Harlseden is definitely not the same place it used to be but there are still businesses that’ve lasted for like 35 years. I think it’s important to go to Starlight Record Shop, you know, for the vinyl experience. And also Hawkeye Records shop as well as Hawkeye Restaurant, which is right next door. There are so many layers of stories that the people who own these shops can tell. Now I have two kids and I constantly go back and have them experience some of those stories from the guys that own those stores, and how difficult it was for them when they came into London maybe during the Windrush period. And they have managed to establish their stores, and still have their stores today.

But then, in Ladbroke Grove, it would be Portobello Road, where I have relationships with a lot of the guys that have grown up, in and around the area as well… Kensal Green, Kensal Rise. There’s a particular guy called Herby Herby Mensah, who used to be part of the glam rock period. All the subcultures that were coming alive, especially in that Ladbroke Grove area – the Teddy boys the Rastafarians –  the friction between those subcultures is really what brought Notting Hill Carnival alive. So I think it’s an important spot, especially in West London.

And there will be a billboard in Goldhawk Road because Shepherds Bush was where I spent a lot of time with my mum shopping for fabrics and buying imported foods that my parents would want from back home. So that I guess those would be important spaces to me.

That sounds like a great day out! In what ways do you see your brand developing? And what direction would you like it to move towards in the future?

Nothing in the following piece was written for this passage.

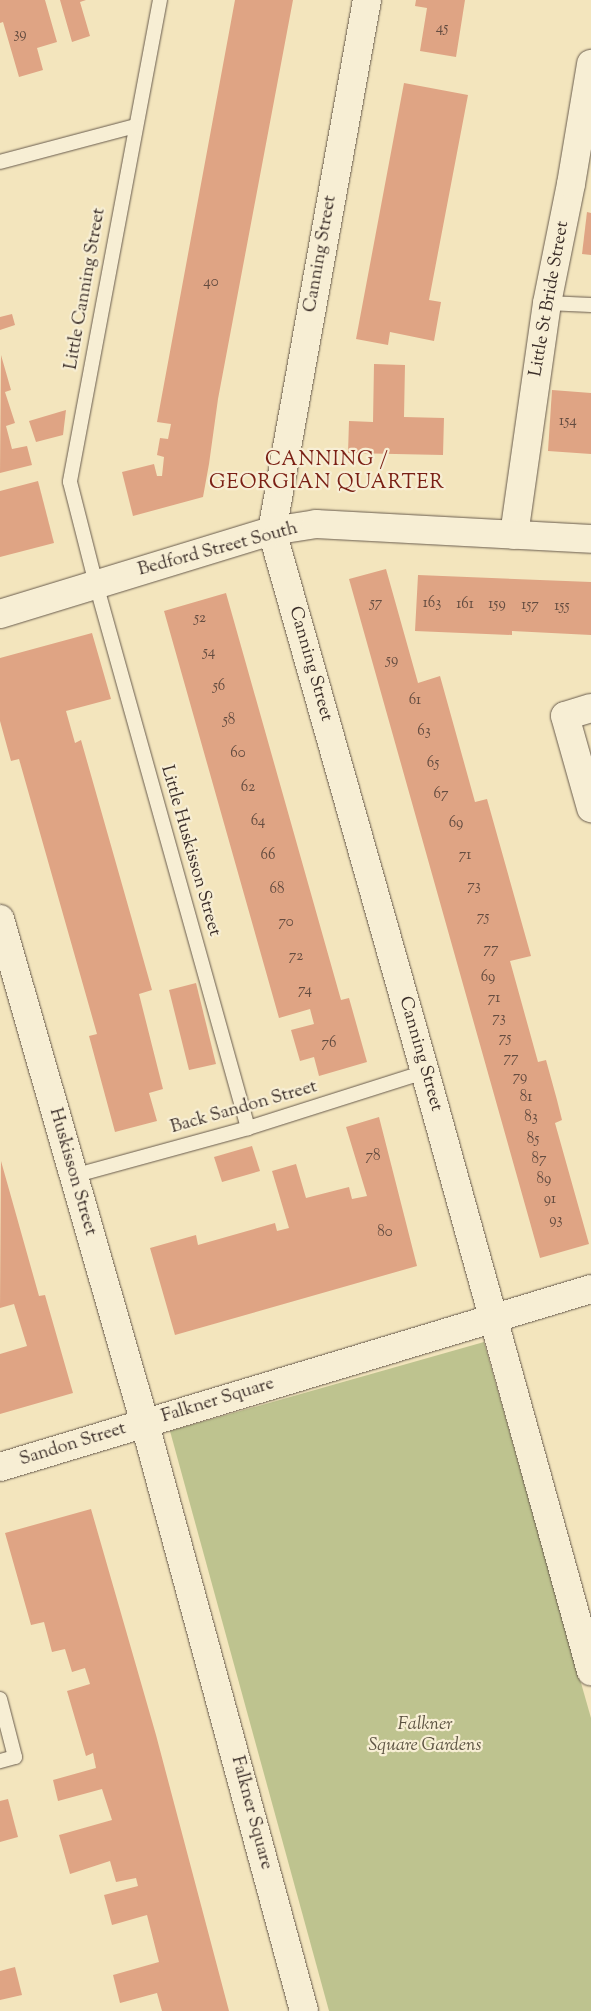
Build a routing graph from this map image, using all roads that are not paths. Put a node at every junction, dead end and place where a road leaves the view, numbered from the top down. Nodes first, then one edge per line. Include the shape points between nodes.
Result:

Right now, I think everything’s happened so naturally, I almost feel like I’m on a cloud that’s been naturally taken in the direction it needs to be in. But I guess within the next two years, I think I will probably do a fresh catwalk show for the brand, which I think will enable me to tell the story in a different way. And I’m always looking for different aspects through which I communicate the story because, as an artist, I produce things through different mediums.

I have objects that I produced for the pop-up space which I had produced in Ghana, but they are really like small objects. And the idea is, I’d want to be able to scale up those ideas and make them bigger, in terms of design.

What advice would you give to young creatives?

I think it’s so easy to look at everything that’s going on around you sometimes, especially on social media and you want to almost rush the process. My advice would be to believe in your own process, not to pay attention too much as to what is going on elsewhere and try and live through the experience. Nobody can take your experiences away from you. Anything that you develop that comes from a real place is always going to stand out. I think the minute you start to look at what’s going on around you too much, then you start to develop versions of that and I think, instead, just believe in your process and things will happen naturally.

I mean, it’s easy to say. There are times of frustration, I’m not gonna lie. But the way I see everything happening now, I realise that everything happened in the way it was supposed to. And it lasts longer. This is forever.